PROBLEM TO WORK ON -
Each line of the listing where the string "Чулман" appears is to be identified and copied.

----------------------------------------

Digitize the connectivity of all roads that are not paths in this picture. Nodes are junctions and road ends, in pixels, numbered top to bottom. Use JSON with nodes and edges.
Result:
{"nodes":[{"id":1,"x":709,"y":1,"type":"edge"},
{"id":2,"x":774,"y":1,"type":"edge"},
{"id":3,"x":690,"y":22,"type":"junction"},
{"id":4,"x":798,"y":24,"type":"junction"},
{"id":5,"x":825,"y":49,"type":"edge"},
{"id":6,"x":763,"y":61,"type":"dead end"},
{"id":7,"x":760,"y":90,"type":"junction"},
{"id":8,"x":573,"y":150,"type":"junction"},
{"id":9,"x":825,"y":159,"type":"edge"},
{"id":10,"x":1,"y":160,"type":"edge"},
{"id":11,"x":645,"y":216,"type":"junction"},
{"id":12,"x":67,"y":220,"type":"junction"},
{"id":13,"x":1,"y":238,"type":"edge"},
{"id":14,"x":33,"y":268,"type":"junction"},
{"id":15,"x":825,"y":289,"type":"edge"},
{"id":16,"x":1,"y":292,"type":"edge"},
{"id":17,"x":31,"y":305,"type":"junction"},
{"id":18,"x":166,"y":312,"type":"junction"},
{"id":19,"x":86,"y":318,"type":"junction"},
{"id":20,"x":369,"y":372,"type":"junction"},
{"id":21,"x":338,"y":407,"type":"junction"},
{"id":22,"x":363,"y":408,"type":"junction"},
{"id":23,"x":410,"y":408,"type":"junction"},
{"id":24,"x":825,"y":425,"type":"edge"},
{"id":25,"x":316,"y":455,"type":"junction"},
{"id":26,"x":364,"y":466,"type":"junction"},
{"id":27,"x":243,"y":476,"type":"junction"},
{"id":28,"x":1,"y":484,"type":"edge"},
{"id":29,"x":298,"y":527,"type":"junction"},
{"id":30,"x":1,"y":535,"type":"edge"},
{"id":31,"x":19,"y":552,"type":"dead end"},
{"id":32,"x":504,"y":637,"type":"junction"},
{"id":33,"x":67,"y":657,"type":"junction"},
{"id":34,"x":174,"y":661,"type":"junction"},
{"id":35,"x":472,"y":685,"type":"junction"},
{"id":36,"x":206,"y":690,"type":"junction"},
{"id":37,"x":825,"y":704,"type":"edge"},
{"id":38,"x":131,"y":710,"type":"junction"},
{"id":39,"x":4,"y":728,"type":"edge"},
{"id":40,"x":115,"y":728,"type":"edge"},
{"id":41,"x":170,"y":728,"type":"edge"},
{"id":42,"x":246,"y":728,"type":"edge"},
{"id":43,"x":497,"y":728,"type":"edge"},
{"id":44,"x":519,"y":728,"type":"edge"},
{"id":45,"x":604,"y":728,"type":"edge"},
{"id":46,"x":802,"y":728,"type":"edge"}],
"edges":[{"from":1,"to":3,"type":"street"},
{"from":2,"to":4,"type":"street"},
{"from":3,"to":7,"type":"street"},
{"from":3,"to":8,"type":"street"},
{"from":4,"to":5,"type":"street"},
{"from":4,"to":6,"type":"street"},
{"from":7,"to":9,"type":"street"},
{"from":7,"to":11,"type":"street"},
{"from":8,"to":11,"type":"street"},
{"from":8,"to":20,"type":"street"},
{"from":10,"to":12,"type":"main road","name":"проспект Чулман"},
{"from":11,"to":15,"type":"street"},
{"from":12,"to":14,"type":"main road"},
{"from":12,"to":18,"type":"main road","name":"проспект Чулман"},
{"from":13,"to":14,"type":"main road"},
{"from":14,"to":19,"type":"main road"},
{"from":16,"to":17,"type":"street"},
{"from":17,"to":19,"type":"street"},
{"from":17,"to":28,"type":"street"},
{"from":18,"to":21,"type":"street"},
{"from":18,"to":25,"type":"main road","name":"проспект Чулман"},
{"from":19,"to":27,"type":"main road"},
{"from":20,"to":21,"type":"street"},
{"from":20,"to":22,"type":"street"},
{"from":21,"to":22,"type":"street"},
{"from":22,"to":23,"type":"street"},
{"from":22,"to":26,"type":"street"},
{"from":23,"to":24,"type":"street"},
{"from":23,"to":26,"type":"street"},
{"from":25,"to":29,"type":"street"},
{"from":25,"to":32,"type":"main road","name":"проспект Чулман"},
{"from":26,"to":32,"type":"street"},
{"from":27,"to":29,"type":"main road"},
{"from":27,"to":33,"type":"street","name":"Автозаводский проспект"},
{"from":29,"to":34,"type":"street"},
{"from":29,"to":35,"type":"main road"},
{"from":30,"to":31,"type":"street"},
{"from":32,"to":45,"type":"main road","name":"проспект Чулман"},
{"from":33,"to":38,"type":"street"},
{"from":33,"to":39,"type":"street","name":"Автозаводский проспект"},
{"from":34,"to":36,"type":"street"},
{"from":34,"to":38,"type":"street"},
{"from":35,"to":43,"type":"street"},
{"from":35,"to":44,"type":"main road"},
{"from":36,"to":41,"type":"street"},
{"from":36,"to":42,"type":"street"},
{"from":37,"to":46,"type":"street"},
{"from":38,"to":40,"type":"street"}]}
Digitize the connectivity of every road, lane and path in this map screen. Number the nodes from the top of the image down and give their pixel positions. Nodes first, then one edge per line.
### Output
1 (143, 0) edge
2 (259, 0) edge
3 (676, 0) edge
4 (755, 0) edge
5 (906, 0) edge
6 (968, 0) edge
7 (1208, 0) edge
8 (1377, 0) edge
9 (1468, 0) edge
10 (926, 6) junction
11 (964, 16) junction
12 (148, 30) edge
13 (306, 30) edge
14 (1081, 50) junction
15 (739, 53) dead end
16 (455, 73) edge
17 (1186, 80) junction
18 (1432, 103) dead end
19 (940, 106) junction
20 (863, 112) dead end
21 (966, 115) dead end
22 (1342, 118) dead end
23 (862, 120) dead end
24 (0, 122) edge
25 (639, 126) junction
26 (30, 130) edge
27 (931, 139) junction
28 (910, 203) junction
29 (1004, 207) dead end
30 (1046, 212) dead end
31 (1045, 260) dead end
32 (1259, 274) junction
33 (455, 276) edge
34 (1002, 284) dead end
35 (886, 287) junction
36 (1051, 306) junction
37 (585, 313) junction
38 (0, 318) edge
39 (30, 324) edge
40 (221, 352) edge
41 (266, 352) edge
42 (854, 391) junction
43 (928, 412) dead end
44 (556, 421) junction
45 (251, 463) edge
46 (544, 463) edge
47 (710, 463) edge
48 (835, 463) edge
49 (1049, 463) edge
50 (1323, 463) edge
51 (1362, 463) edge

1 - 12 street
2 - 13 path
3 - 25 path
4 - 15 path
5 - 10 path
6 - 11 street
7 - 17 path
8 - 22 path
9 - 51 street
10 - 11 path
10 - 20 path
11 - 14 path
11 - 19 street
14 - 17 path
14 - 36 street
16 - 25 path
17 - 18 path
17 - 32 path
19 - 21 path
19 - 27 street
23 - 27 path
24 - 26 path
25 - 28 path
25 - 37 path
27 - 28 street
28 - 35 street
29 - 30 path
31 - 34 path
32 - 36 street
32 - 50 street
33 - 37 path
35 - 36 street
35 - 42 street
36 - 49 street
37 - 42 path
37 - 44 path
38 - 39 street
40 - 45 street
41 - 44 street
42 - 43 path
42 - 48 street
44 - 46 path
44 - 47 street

----------------------------------------

EXERCISE SOLUTION -
{"from":10,"to":12,"type":"main road","name":"проспект Чулман"},
{"from":12,"to":18,"type":"main road","name":"проспект Чулман"},
{"from":18,"to":25,"type":"main road","name":"проспект Чулман"},
{"from":25,"to":32,"type":"main road","name":"проспект Чулман"},
{"from":32,"to":45,"type":"main road","name":"проспект Чулман"},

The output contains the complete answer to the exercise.